| Try it |
Write out, word for word, each line from the start of the entries through the one holding "ring dip: (1219, 959)"; omit the pictures.

++++ Records for this exercise ++++

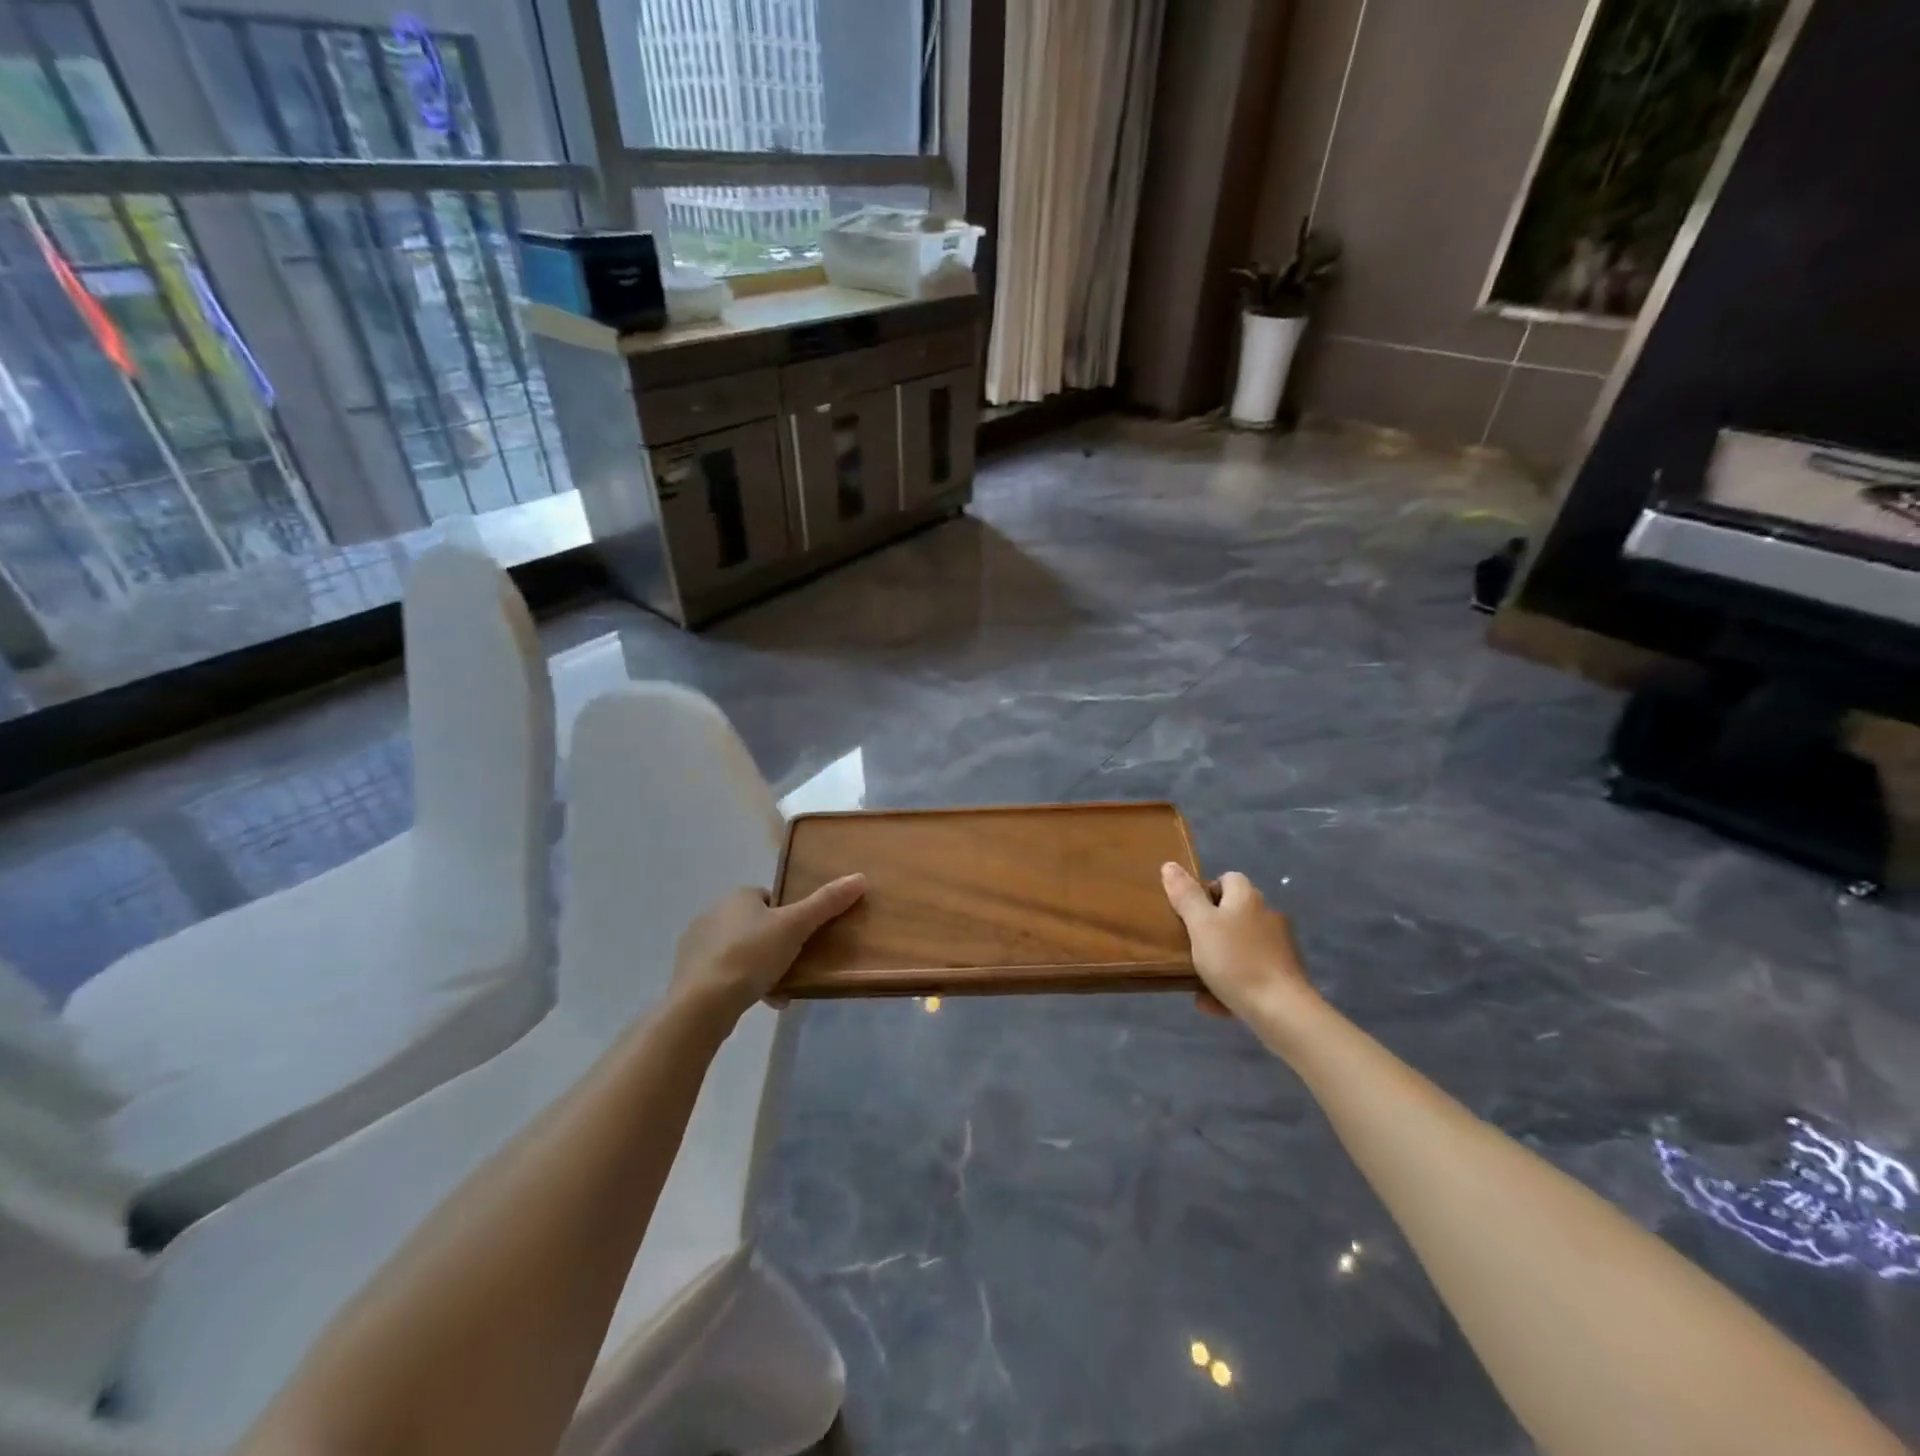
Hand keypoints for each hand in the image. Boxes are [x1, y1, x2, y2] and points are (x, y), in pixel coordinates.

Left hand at [669, 875, 865, 1026]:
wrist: (702, 1003)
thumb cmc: (751, 955)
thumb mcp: (796, 926)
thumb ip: (826, 903)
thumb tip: (859, 877)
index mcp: (737, 896)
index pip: (771, 899)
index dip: (790, 916)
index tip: (804, 937)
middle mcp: (714, 913)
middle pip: (757, 925)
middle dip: (777, 945)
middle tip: (798, 964)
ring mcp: (697, 945)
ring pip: (742, 951)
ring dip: (763, 968)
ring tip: (783, 990)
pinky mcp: (690, 974)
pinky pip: (726, 973)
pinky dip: (745, 984)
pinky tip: (762, 1002)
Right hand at [1161, 863, 1315, 1023]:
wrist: (1281, 1010)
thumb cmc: (1235, 960)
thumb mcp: (1200, 925)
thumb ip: (1185, 895)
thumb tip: (1169, 865)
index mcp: (1247, 898)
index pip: (1228, 878)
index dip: (1206, 891)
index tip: (1188, 913)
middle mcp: (1266, 916)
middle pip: (1233, 913)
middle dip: (1210, 929)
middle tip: (1189, 946)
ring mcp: (1278, 947)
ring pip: (1240, 946)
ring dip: (1219, 959)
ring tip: (1197, 979)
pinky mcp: (1283, 975)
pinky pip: (1250, 972)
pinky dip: (1232, 984)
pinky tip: (1214, 1003)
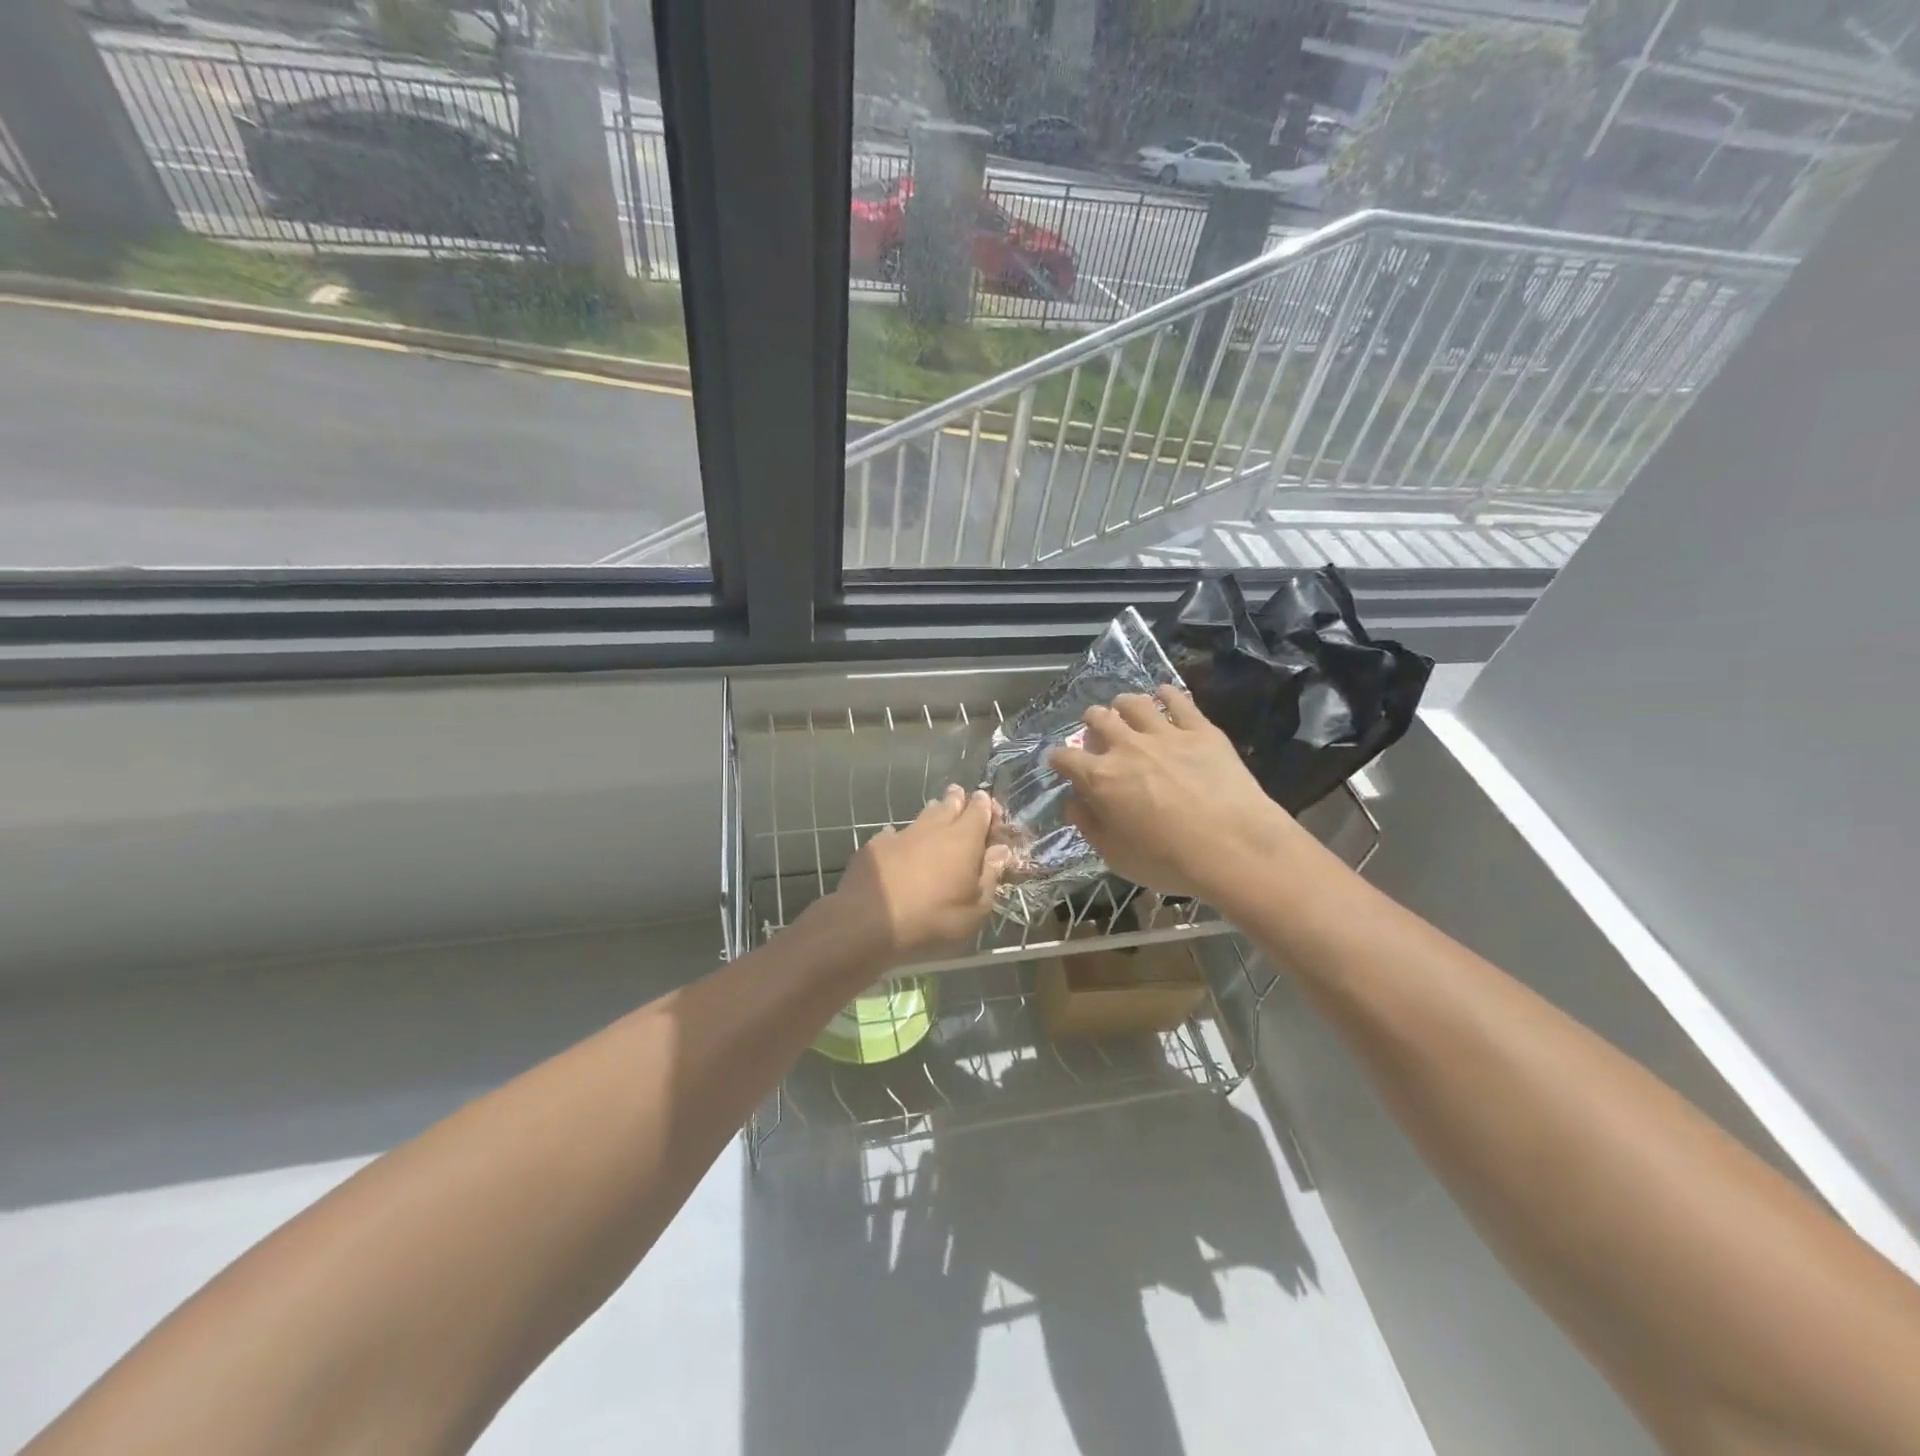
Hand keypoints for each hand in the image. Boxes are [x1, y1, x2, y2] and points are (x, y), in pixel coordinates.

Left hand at [831, 786, 1010, 961]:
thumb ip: (990, 876)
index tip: (990, 809)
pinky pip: (894, 833)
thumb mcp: (975, 909)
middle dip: (959, 800)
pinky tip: (898, 840)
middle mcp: (934, 828)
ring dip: (933, 812)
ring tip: (937, 811)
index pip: (979, 810)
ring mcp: (902, 833)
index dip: (986, 806)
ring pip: (923, 815)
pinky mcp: (876, 845)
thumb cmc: (932, 918)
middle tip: (962, 797)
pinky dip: (902, 836)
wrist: (868, 921)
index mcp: (963, 839)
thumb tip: (1000, 851)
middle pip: (950, 804)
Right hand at [1048, 687, 1304, 903]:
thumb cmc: (1169, 861)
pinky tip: (1165, 695)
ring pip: (1134, 703)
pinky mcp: (1200, 729)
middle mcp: (1126, 747)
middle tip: (1097, 733)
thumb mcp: (1116, 856)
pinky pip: (1178, 700)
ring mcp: (1164, 734)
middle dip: (1091, 723)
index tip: (1060, 763)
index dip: (1058, 759)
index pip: (1065, 757)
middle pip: (1097, 719)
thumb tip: (1073, 804)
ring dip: (1123, 705)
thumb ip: (1089, 826)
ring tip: (1126, 711)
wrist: (1234, 848)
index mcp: (1100, 778)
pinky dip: (1167, 694)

++++

| Solution to this problem |
Hand keypoints for each hand in the image. Boxes are [x1, y1, x2, y2] and points are (x, y), in pixel coordinates.

Left hand at [669, 875, 865, 1026]:
wrist: (702, 1003)
thumb cmc: (751, 955)
thumb mcp: (796, 926)
thumb ip: (826, 903)
thumb tip: (859, 877)
index mcp: (737, 896)
index pip: (771, 899)
index dip: (790, 916)
index tip: (804, 937)
middle mcp: (714, 913)
middle pip: (757, 925)
middle dip: (777, 945)
middle tip: (798, 964)
ring mcp: (697, 945)
ring pip: (742, 951)
ring dip: (763, 968)
ring tip: (783, 990)
pinky mcp: (690, 974)
pinky pip: (726, 973)
pinky dip: (745, 984)
pinky tip: (762, 1002)
Right hand at [1161, 863, 1315, 1023]:
wrist: (1281, 1010)
thumb cmc: (1235, 960)
thumb mcp: (1200, 925)
thumb ip: (1185, 895)
thumb tip: (1169, 865)
index mcp: (1247, 898)
index pip: (1228, 878)
index dip: (1206, 891)
index tip: (1188, 913)
middle mcp: (1266, 916)
middle pip: (1233, 913)
middle dip: (1210, 929)
middle tip: (1189, 946)
ring mcp: (1278, 947)
ring pip: (1240, 946)
ring dip: (1219, 959)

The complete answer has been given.